Wednesday, August 1, 2012

From Manual to Automated Voting: How the PCOS is making the transition smoother for Filipinos


César Flores, CEO of Smartmatic Asia Pacific, delivers PCOS machines in 2010 (Reuters)

Voters in countries undergoing a shift from manual to electronic voting often feel a deep ambivalence towards it. On the one hand, they are eager to embrace automation, knowing that it is the future of democracy. On the other hand, their long familiarity with the paper ballot has conditioned them to be more demanding in terms of the system’s auditability.

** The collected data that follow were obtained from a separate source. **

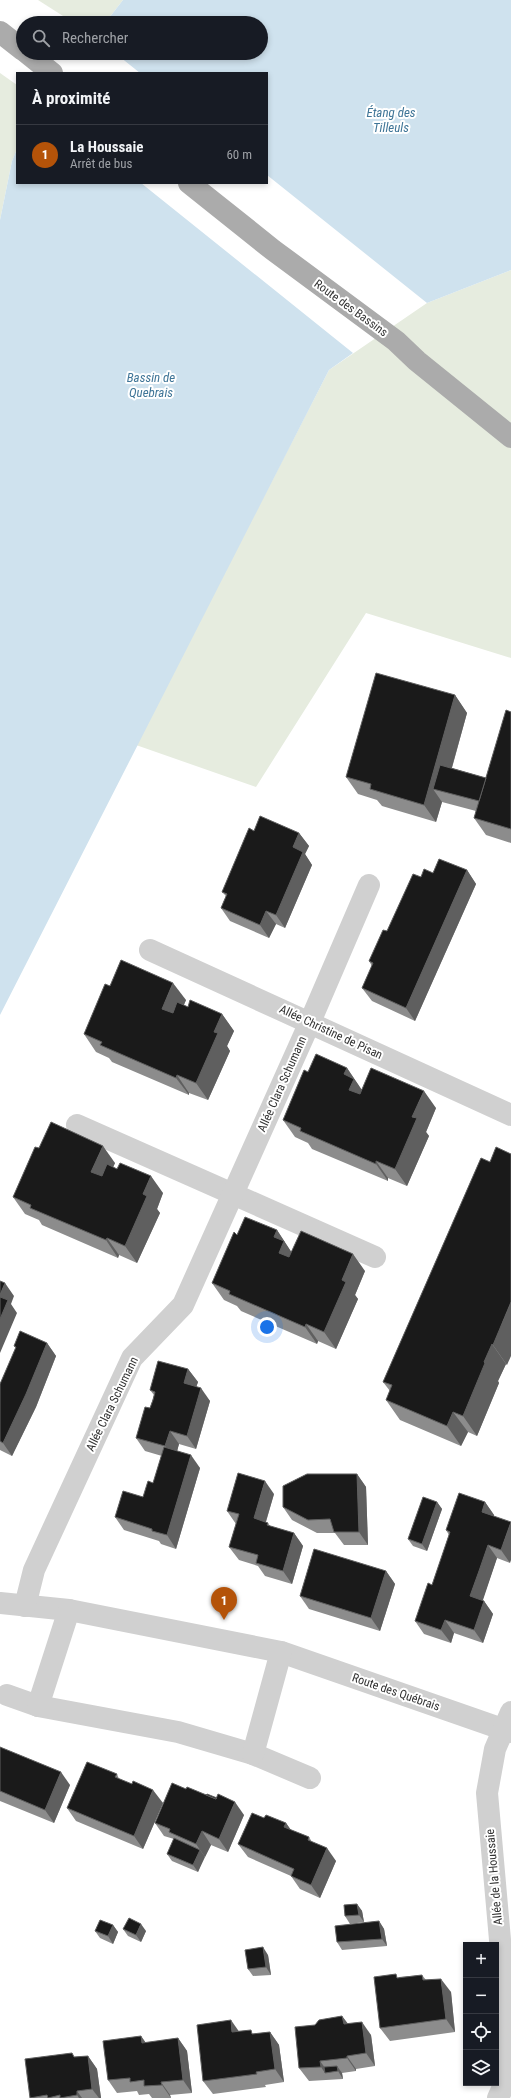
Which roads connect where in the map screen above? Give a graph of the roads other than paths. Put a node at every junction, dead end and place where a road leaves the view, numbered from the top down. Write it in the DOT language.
graph roads {
  1 [pos="0,32"];
  2 [pos="16,45"];
  3 [pos="36,60"];
  4 [pos="51,72"];
  5 [pos="190,184"];
  6 [pos="511,436"];
  7 [pos="369,885"];
  8 [pos="150,950"];
  9 [pos="310,1022"];
  10 [pos="511,1115"];
  11 [pos="78,1125"];
  12 [pos="233,1194"];
  13 [pos="374,1257"];
  14 [pos="0,1603"];
  15 [pos="25,1606"];
  16 [pos="69,1610"];
  17 [pos="281,1652"];
  18 [pos="8,1695"];
  19 [pos="38,1706"];
  20 [pos="508,1724"];
  21 [pos="252,1754"];
  22 [pos="310,1778"];
  23 [pos="498,2098"];
  1 -- 2 [label="main road"];
  3 -- 4 [label="main road"];
  5 -- 6 [label="main road, Route des Bassins"];
  7 -- 9 [label="street, Allée Clara Schumann"];
  8 -- 9 [label="street, Allée Christine de Pisan"];
  9 -- 10 [label="street, Allée Christine de Pisan"];
  9 -- 12 [label="street, Allée Clara Schumann"];
  11 -- 12 [label="street"];
  12 -- 13 [label="street"];
  12 -- 15 [label="street, Allée Clara Schumann"];
  14 -- 15 [label="street, Route des Québrais"];
  15 -- 16 [label="street, Route des Québrais"];
  16 -- 17 [label="street, Route des Québrais"];
  16 -- 19 [label="street"];
  17 -- 20 [label="street, Route des Québrais"];
  17 -- 21 [label="street"];
  18 -- 19 [label="street"];
  19 -- 21 [label="street"];
  20 -- 23 [label="street, Allée de la Houssaie"];
  21 -- 22 [label="street"];
}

Because of this, many regard the Direct Recording Electronic (DRE) voting machines to be too big of a leap. DRE presents voters with a touch-screen which displays the names of the candidates. Voters do not write or shade anything but simply press an onscreen button to select their candidate. Even with a Voter Verified Paper Audit Trail (VVPAT) which gives a printed interpretation of the voter’s choice, voters who are used to recording their votes indelibly onto a tangible paper ballot may still feel a little uneasy.

It is for this reason that the OMR or the Optical Mark Reader has found favour among countries in transition. This system involves the voter shading ovals on a paper ballot which he then feeds into an optical scanner. The tangible paper ballot may be used in a manual audit which imbues the whole process with the needed layer of credibility.

This phenomenon has been observed in the Philippines, which in 2010 held its very first automated general elections. While the Filipinos realized the need to go automated to eliminate the decades-old problem of electoral fraud, the Commission on Elections (Comelec) believed that Filipinos were not yet ready to give up the paper ballot. As a compromise, the election body decided to lease from Smartmatic a variety of OMR called the Precinct Count Optical Scanner (PCOS).

In spite of some minor technical details that need to be addressed, the elections were widely regarded as a success with many voters considering it to be most credible polls the country has ever had. The Commission was so impressed with the performance of the PCOS that it has decided purchase the machines, intending to use them for at least ten more years.